Friday, January 23, 2015

A Bad Omen is Simply a Good Omen Turned Upside Down


The plane had just barely left the runway when the sound of the wheels being raised reinforced the idea that yes this was it. As we made ourselves comfortable in our seats, I was certainly aware of the risks involved in this journey, but I really wasn’t assessing the odds or worrying about them.


Only a few years earlier I had sat in Cumnock Hall as a Lowell Tech freshman and listened as the dean told us to, “Look to your left, look to your right. Two of you won’t be here next year.” I’ve always been a glass half full guy, so I felt sorry for those two other guys.


I wasn’t totally naïve but I certainly knew my odds of returning home would be better than one out of three. On the other hand, I also knew that the stakes would be higher.  


Unless this plane was different from every other plane that had been bringing troops to Vietnam for almost a decade, the one undeniable truth was that some of us would not be on the return flight in a year’s time. You could count on that like you could count on an in-flight meal back when you could count on an in-flight meal.


We were flying above the clouds when the stewardess addressed us for the first time. She welcomed us to Continental Airlines and told us how honored the crew was to be flying us to our destination today. Usually when you fly somewhere you hear stuff like, “Welcome to sunny Miami Beach” or “Welcome to the Big Easy, home of Mardi Gras” or “Hope you enjoy our flight to San Antonio, home of the Alamo.”  But our stewardess stuck with destination the whole flight. There was simply no good way to say, “Welcome to our flight to stinking hot Vietnam, where things are really jumping.” She didn’t want to spoil a perfectly good plane ride with a nasty word like Vietnam, and that was okay because none of us wanted to hear it. What she said next was not okay.

“The crew has some unfortunate news for you today,” she said.

Unfortunate news? What could it be? More unfortunate than the fact that the war was showing no signs of ending any time soon.  What could this unfortunate news be and could anything be done about it?

“We’ve checked through the whole galley and we’re sorry to have to announce that much of the food that was supposed to be on board somehow didn’t get loaded. We’re going to have to ration the food so that you all get some. Again, the crew would like to apologize for this error.”

There was some grumbling by a few of the soldiers but even that stopped quickly. While thoughts of dying may have been lingering in the air, I was pretty sure none of us were going to die of starvation on the flight over. At the worst, it might be a sign.

If this was a sign of something—and no one was saying it was—but more than a few of the passengers on that flight must have been thinking to himself that it could very likely be a sign of something and if it was, it would most certainly be a sign that this was a bad sign—a bad omen of something bad happening.

The sergeant sitting next to me was certainly going that route. He put a cigarette in his mouth, lit up and stared at the stewardess. He had already told me this was his third tour and he wasn’t expecting to come back—and that had been back on the runway when we were still taxiing and now he was listening to her tell him that there would be no last meal.
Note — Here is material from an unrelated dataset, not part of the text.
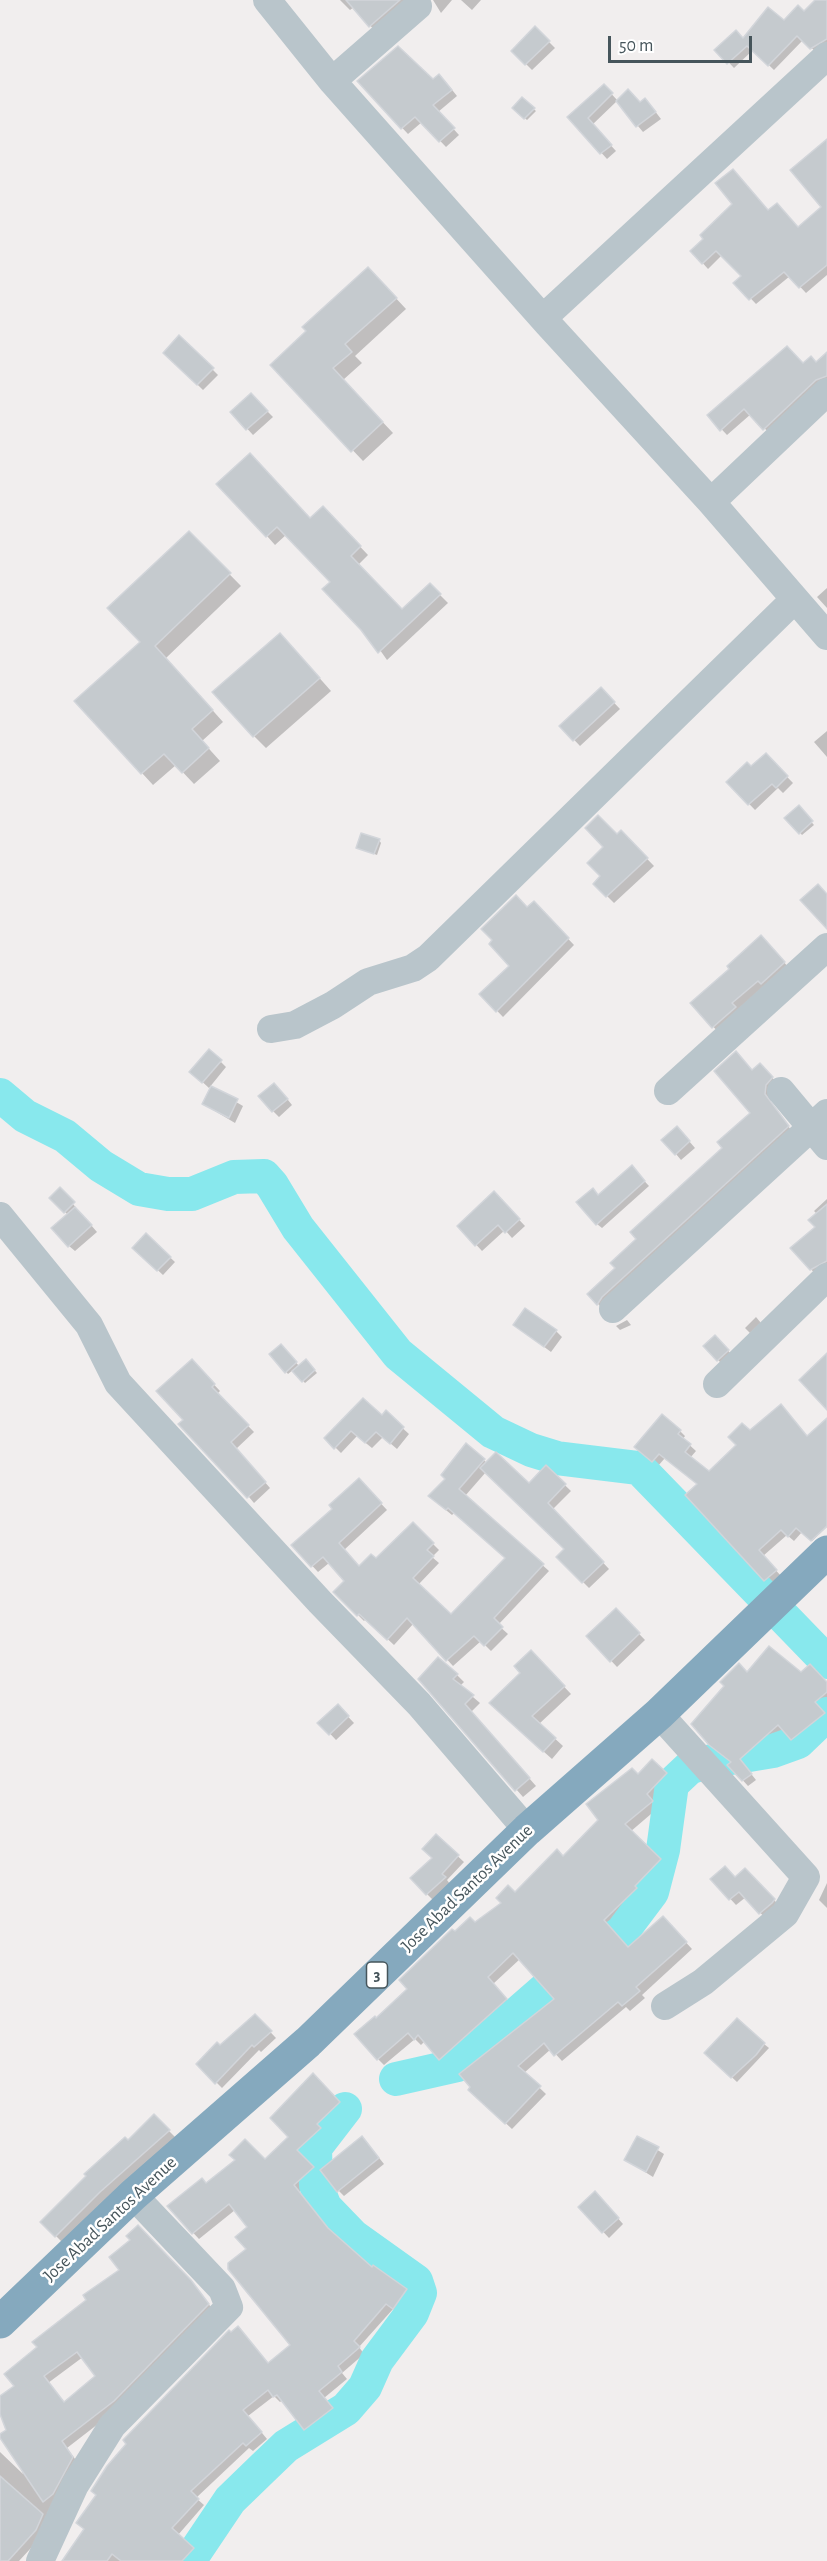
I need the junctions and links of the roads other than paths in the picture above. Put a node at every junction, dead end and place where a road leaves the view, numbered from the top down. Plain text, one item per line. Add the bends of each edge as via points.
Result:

My thinking didn’t go past the thought that no food was just a crummy way to start things off. To my way of thinking, if no food was a sign of anything, it was a sign that I was going to be damn hungry when we landed in ten hours.

I was going over on my first tour as an information specialist, didn’t have a clue what I would be doing but was pretty sure it wouldn’t involve fighting. I hadn’t even held a rifle in my hands since boot camp. I didn’t have the experience or the common sense to know that this plane and everyone on it was just a big roll of the dice and no one knew whose number would come up.

I don’t remember anything else about the flight except that we got a little bit of food like the stewardess promised. An interesting point of fact is that what the stewardess and all of us considered to be a little bit of food was far more than the airlines would be offering just a few years down the road. It goes without saying that the guy sitting next to me chain-smoked one cigarette after another for the whole trip, something else you won’t find on an airline anymore.

We stopped in Anchorage but didn’t get out. In Tokyo we did get out—but for some reason couldn’t go inside the terminal. We all just sat against a wall on the tarmac in the dead of night, waiting to switch to another plane. As a sergeant major would tell me years later, “Nothing is too good for the American fighting man, and nothing is what they get.”

The next day—or was it the same day—or was it yesterday—crossing the dateline was a new experience for most of us and we didn’t really know how it worked. Not that it mattered. The only important day now would be the day we board our flight returning home. All the days in between were just that—days in between.


But at some point, after a very long flight, we landed at Cam Ranh Bay, Vietnam—hungry as dogs.


2 comments:

  1. One helluva captivating tale sir. Made me feel as if I was there!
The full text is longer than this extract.